Michael Lewis has a useful Bloomberg column detailing how some on Wall Street are getting around the financial-reform law’s ban on proprietary trading. The bigger question is why Wall Street wants to let its traders gamble with its capital:
One answer — which Wosnitzer points to — is that this is what Wall Street firms now mainly do. Beginning in the mid- 1980s, the Wall Street investment bank, seeing less and less profit in the mere servicing of customers, ceased to organize itself around its customers’ needs, and began to build itself around its own big and often abstruse gambles.
The outsized gains (and losses), the huge individual paychecks, the growing ability of traders to bounce from firm to firm from one year to the next, the tolerance for complexity that doubles as opacity: all of the signature traits of modern Wall Street follows from the willingness of the big firms to allow small groups of traders to make giant bets with shareholders’ capital, which the shareholders themselves don’t and can’t understand.
Indeed. Another reason is they know that the downsides are limited. The taxpayers can’t afford to let them blow up, so they’ll get bailed out when their bets go awry again. These guys knew this even before 2008.
So Lewis proposes a radical solution—the only way to keep Wall Street from cheating on prop trading:
There’s a simple, straightforward way for the GAO to construe the Dodd-Frank language, and it would reform Wall Street in a single stroke: to ban any sort of position-taking at the giant publicly owned banks. To say, simply: You are no longer allowed to make bets in the same stocks and bonds that you are selling to investors.
If that means that Goldman Sachs is no longer allowed to make markets in corporate bonds, so be it. You can be Charles Schwab, and advise investors; or you can be Citadel, and run trading positions. But if you are Citadel you will be privately owned. And if you blow up your firm, you will blow up yourself in the bargain.
Sounds good to me.
— This one’s fun.
CNBC’s Kate Kelly outed some major investment firms attending a secret meeting to talk about suing the banks for putbacks on the toxic mortgages they bought from them.
How’d she get the scoop? Old-fashioned shoe leather.

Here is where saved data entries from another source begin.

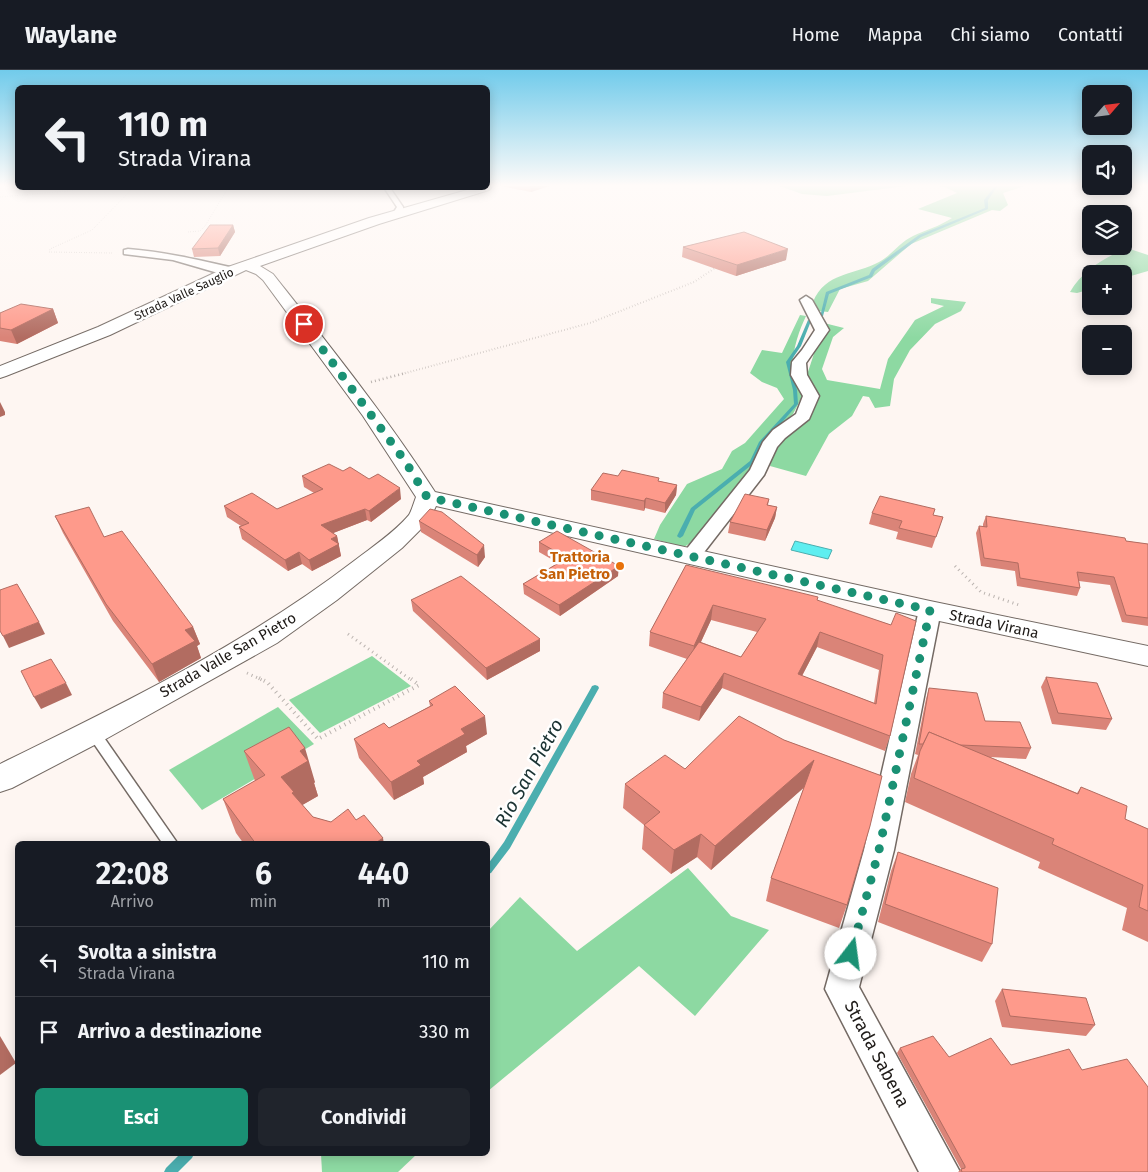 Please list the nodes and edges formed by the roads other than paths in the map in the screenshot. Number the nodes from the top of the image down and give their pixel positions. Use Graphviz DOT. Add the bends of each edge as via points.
graph roads {
  1 [pos="334,235"];
  2 [pos="128,252"];
  3 [pos="238,268"];
  4 [pos="806,300"];
  5 [pos="0,372"];
  6 [pos="427,497"];
  7 [pos="691,556"];
  8 [pos="930,610"];
  9 [pos="1148,656"];
  10 [pos="93,732"];
  11 [pos="0,779"];
  12 [pos="169,841"];
  13 [pos="940,1172"];
  1 -- 3 [label="street, Strada Valle Sauglio"];
  2 -- 3 [label="street" via="173,257 208,269"];
  3 -- 5 [label="street, Strada Valle Sauglio" via="104,331"];
  3 -- 6 [label="street" via="261,271 268,277 405,461"];
  4 -- 7 [label="street" via="822,330 808,353 798,362 799,375 811,396 803,416 774,440 758,471"];
  6 -- 7 [label="street, Strada Virana"];
  6 -- 10 [label="street, Strada Valle San Pietro" via="421,516 393,543 320,599 267,636"];
  7 -- 8 [label="street, Strada Virana"];
  8 -- 9 [label="street, Strada Virana"];
  8 -- 13 [label="street, Strada Sabena" via="879,850 842,989"];
  10 -- 11 [label="street, Strada Valle San Pietro"];
  10 -- 12 [label="lane"];
}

Alphaville’s Tracy Alloway got hold of a memo from the conference’s organizer apologizing to attendees:
To Those Who Attended our Conference on Robosigners:
I have just learned that CNBC purports to have reviewed a list of those who attended today’s conference. This morning CNBC asked me for a list, and I refused. I told CNBC (as well as other journalists who asked) that we respected the privacy of those who did not want their attendance to be publicized. Apparently, CNBC’s reporter looked over the shoulder of our employee who was receiving our guests and who had a list of those who had registered. I have told CNBC that that reporter is not welcome to return to any conference that we sponsor.

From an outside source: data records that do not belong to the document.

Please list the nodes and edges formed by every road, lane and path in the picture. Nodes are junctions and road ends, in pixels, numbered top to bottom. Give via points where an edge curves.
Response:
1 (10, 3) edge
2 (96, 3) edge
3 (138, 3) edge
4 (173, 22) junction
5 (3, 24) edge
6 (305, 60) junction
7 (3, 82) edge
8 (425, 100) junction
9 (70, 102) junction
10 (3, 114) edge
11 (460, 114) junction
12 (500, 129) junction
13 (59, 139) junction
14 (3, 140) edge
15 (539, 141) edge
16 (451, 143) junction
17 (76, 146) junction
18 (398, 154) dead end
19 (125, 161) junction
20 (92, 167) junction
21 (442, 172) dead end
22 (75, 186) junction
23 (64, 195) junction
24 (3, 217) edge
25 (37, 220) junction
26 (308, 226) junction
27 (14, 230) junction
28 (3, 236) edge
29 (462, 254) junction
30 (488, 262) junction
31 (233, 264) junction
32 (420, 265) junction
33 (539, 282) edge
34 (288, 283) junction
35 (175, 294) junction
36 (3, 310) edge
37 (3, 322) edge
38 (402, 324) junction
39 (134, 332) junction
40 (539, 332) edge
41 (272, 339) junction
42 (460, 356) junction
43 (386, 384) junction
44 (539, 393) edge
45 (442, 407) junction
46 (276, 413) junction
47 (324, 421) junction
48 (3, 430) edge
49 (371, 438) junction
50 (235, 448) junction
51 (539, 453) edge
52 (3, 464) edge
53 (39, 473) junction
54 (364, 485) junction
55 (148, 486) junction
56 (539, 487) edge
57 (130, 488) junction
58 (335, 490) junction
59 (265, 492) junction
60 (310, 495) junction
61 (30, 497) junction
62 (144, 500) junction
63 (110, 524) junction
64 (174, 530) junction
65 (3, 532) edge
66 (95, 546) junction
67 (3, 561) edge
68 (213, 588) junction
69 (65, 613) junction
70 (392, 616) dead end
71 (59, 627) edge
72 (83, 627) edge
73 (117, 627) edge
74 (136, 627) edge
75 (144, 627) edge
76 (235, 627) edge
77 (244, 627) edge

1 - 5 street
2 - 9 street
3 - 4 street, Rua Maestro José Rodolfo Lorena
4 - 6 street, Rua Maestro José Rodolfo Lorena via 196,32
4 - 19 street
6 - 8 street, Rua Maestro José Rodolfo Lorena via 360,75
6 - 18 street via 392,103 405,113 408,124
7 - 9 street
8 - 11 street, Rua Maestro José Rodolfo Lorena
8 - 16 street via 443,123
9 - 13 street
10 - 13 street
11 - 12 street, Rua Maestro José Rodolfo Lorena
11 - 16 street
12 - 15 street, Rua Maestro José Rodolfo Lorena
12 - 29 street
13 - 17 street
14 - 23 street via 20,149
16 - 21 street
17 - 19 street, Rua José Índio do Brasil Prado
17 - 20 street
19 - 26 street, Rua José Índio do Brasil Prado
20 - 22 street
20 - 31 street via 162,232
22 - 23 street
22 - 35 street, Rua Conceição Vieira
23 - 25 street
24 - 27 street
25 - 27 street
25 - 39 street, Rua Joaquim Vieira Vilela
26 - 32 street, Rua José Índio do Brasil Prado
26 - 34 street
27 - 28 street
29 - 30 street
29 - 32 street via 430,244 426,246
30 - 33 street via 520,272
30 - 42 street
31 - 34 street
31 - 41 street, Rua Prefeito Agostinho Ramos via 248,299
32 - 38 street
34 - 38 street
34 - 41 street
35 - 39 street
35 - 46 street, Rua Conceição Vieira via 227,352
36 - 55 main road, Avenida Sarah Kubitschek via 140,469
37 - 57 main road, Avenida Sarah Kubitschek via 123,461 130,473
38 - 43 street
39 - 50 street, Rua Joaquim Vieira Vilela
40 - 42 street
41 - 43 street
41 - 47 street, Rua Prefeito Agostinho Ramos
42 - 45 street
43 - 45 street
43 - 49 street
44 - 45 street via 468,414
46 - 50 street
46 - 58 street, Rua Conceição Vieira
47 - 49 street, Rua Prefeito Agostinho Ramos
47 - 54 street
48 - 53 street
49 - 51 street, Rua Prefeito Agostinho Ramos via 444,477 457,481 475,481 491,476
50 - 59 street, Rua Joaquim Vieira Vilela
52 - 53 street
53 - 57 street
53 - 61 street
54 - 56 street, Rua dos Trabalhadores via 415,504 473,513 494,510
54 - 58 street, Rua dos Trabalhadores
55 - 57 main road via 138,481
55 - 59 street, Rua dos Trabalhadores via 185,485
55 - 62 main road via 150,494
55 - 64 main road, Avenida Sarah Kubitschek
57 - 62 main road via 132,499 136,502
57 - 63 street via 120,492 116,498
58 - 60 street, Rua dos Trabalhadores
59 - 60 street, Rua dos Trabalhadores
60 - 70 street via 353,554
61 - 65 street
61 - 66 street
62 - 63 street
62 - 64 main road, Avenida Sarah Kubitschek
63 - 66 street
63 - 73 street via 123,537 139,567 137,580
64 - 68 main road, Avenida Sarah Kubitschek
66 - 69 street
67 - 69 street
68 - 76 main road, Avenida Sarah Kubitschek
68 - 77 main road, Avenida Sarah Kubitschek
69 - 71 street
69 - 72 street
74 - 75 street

Keeping confidences is our most important obligation. My colleagues and I apologize profusely to those whose attendance at our conference was publicized in this underhanded way.
— The New York Times’s Steven Greenhouse has a good Economix blog post on flaws in the Wagner Act, the landmark New Deal labor law that gave federal protection to organizing workers.
Greenhouse looks at a Harvard paper that shows how the National Labor Relations Board’s penalties are far too weak to combat illegal anti-union activity by corporations, which has allowed them to crush labor over the last half a century:
Mr. Freeman, one of the nation’s foremost labor economists, wrote that the act was passed to replace the costly unionization fights of yesteryear - often involving strikes, lockouts, violent confrontations — with “a ‘laboratory conditions’ elections process for ascertaining workers’ attitudes toward union representation that would be free from employer pressures or dishonest statements by employers or unions.” He said unionization elections in the private-sector “have turned into massive employer campaigns against unions.”